Your instructions>
For the records below, output every line from the one holding "middle mcp: (145, 149)" through the final line, unaltered, and no other lines.

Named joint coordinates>
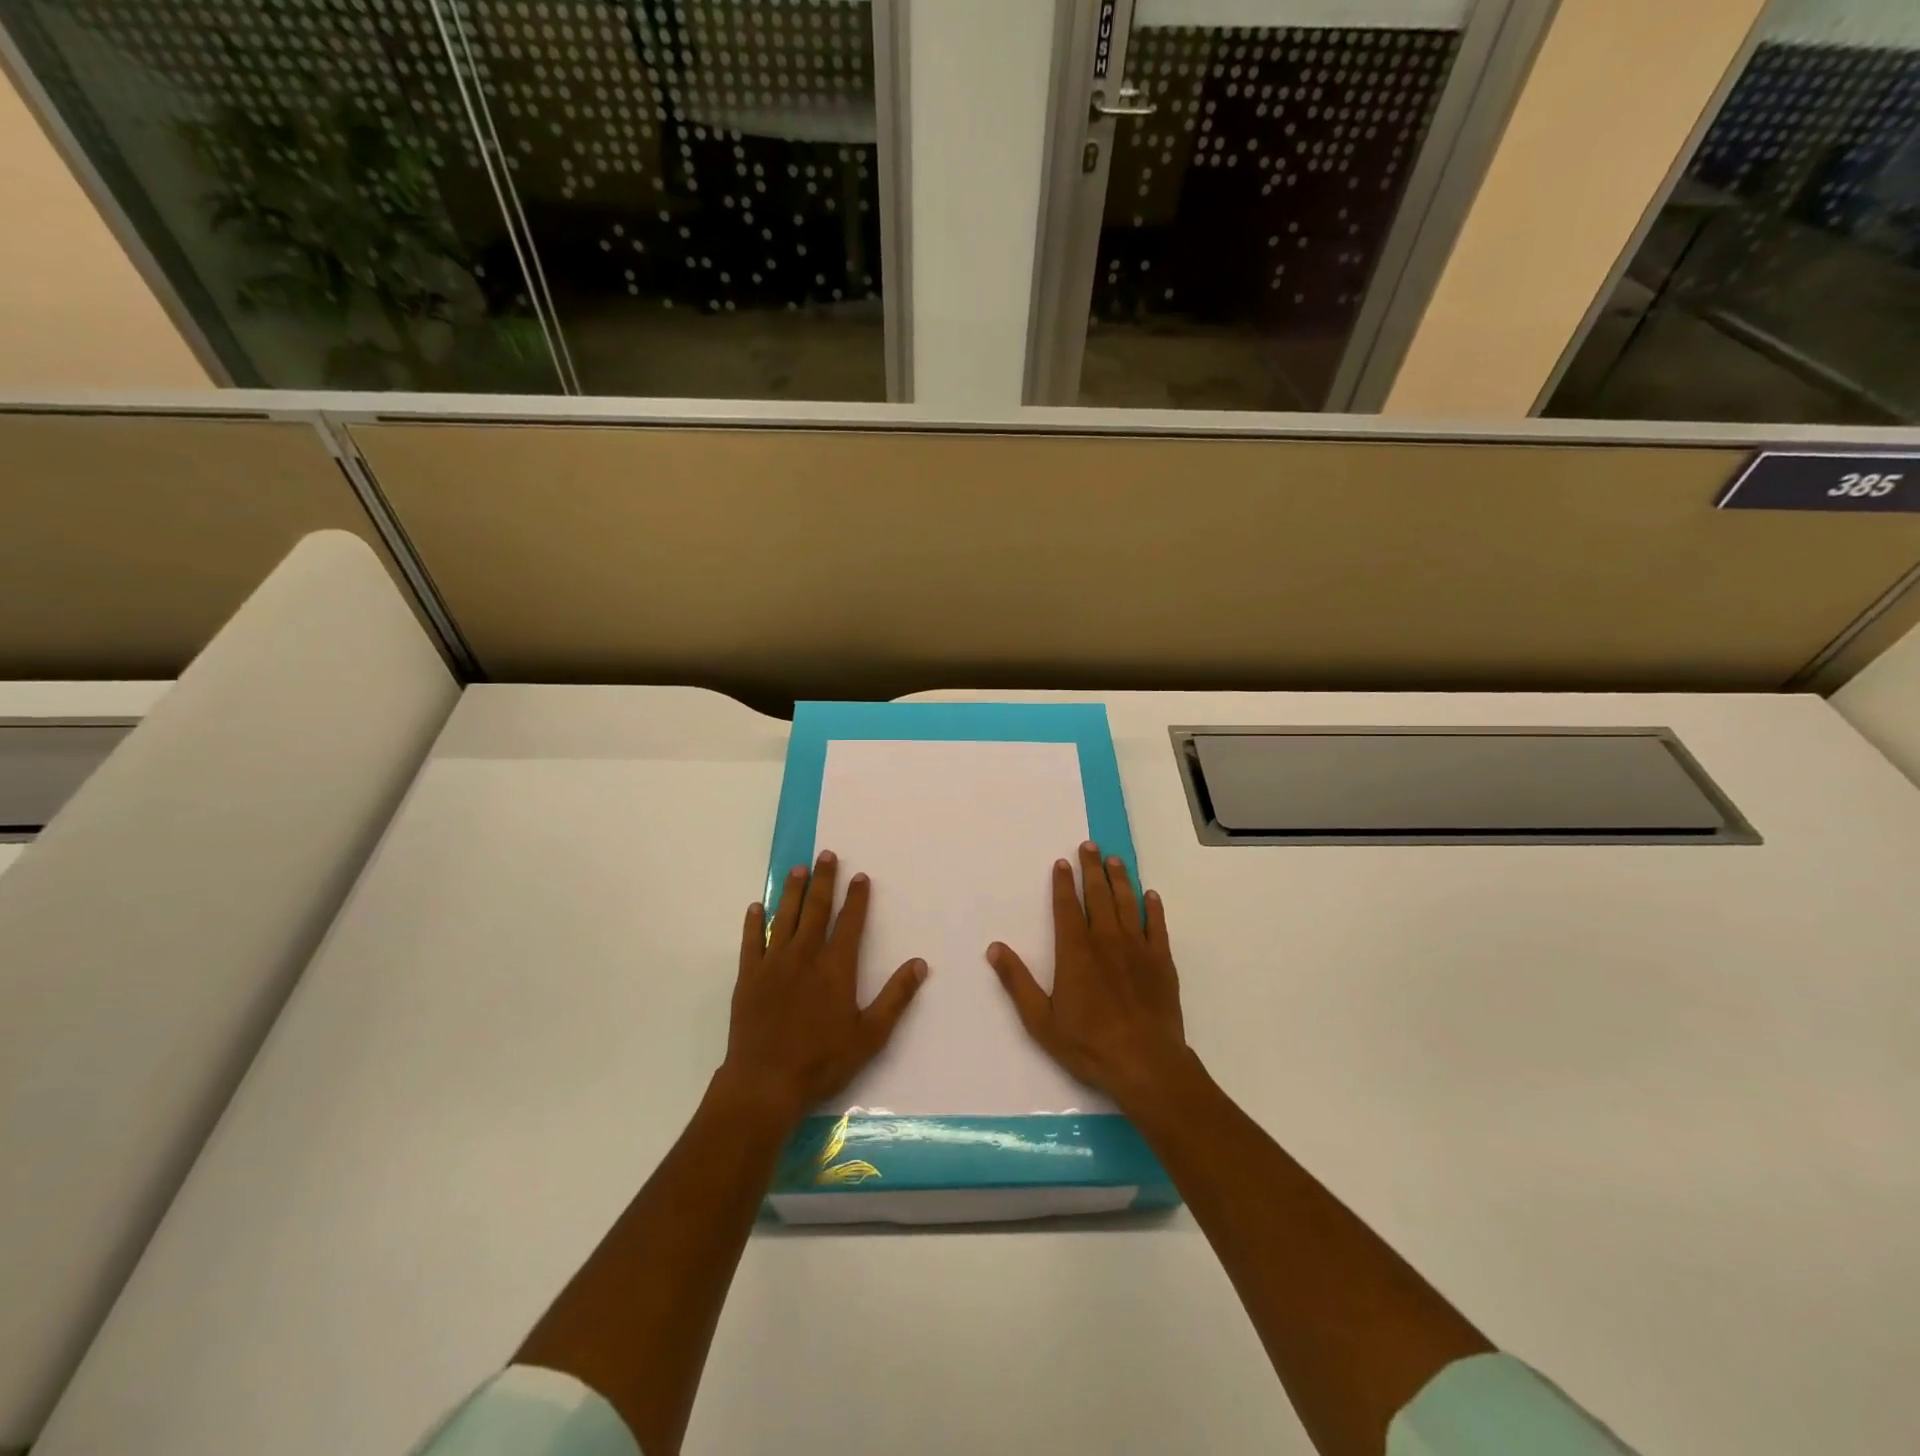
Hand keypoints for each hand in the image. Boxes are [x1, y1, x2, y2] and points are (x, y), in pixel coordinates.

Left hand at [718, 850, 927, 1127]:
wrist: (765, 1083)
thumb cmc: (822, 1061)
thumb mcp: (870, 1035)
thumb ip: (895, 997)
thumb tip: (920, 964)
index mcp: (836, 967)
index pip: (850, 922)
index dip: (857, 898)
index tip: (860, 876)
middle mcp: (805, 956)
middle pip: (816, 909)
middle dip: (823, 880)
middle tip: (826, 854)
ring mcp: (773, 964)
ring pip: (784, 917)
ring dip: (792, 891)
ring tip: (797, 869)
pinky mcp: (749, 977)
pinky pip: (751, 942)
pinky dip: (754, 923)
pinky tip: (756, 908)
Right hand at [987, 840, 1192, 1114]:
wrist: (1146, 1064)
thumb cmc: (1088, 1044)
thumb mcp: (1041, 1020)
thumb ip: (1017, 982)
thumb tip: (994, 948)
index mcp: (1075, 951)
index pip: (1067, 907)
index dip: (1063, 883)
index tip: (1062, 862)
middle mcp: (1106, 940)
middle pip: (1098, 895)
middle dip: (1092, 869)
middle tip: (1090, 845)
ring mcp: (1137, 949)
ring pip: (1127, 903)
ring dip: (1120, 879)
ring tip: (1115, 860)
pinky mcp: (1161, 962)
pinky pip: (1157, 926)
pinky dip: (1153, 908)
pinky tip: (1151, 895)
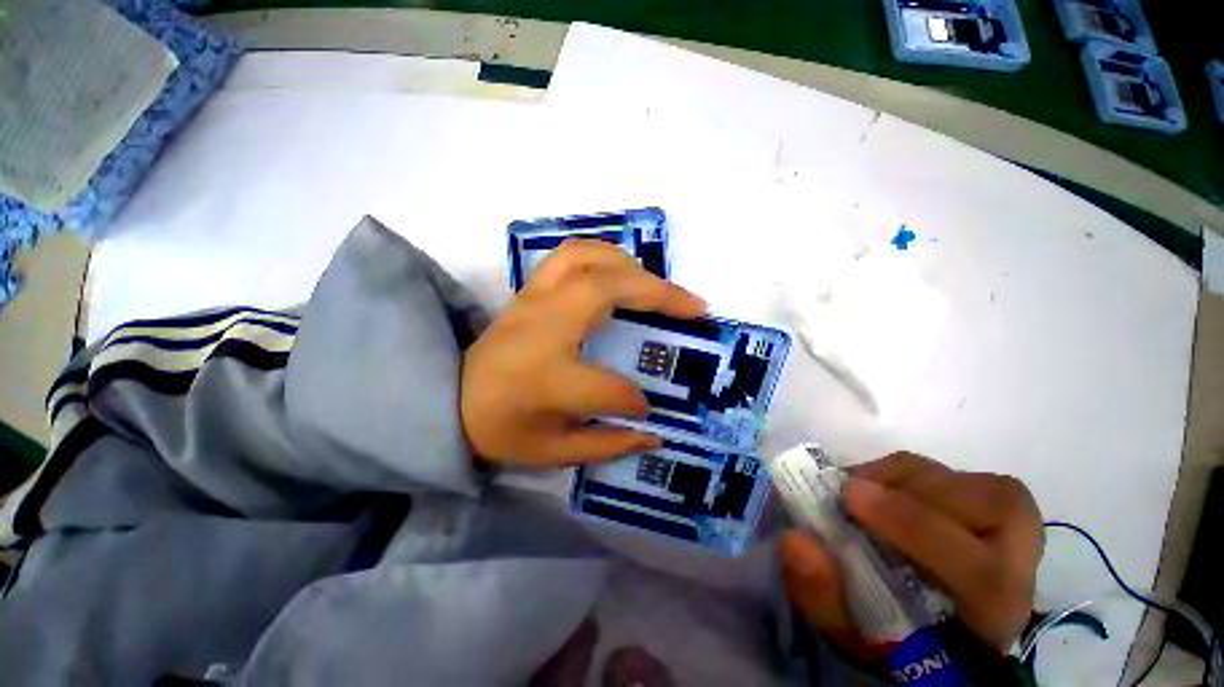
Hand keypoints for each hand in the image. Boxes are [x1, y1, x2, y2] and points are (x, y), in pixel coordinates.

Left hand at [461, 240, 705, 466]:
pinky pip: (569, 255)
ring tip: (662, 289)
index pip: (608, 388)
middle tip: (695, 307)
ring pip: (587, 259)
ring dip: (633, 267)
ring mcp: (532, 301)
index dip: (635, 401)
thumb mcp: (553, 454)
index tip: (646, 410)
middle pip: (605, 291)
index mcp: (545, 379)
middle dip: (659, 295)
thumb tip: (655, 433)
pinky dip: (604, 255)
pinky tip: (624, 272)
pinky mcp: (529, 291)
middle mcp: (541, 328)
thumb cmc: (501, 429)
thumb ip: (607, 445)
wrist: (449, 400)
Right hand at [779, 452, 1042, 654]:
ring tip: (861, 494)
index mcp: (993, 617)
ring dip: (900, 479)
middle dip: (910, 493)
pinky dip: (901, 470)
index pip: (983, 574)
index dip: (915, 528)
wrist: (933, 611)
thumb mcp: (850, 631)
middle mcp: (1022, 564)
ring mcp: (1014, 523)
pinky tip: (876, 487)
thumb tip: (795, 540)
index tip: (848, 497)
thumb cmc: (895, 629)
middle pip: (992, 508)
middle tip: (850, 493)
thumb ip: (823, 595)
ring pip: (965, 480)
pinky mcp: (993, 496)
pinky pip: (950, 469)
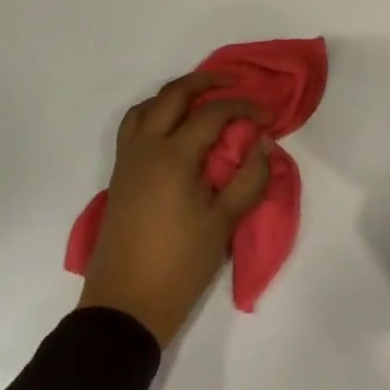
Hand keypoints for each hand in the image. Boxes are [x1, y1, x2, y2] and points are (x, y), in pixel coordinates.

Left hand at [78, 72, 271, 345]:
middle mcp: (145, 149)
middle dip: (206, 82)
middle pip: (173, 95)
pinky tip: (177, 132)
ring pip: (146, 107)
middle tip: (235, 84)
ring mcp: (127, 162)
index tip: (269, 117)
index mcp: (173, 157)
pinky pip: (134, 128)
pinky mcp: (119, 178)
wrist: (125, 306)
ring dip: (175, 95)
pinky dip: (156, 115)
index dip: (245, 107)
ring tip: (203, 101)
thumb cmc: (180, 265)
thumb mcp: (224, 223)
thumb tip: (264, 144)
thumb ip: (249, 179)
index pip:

Task response>
middle mcp: (145, 149)
middle dip: (206, 82)
middle pip: (173, 95)
pinky tip: (177, 132)
ring pip: (146, 107)
middle tip: (235, 84)
ring mcp: (127, 162)
index tip: (269, 117)
index mcp: (173, 157)
pinky pip: (134, 128)
pinky mcp: (119, 178)
wrist: (125, 306)
ring dip: (175, 95)
pinky dip: (156, 115)
index dip: (245, 107)
ring tip: (203, 101)
thumb cmc: (180, 265)
thumb mcp: (224, 223)
thumb tip: (264, 144)
thumb ip: (249, 179)
index pip:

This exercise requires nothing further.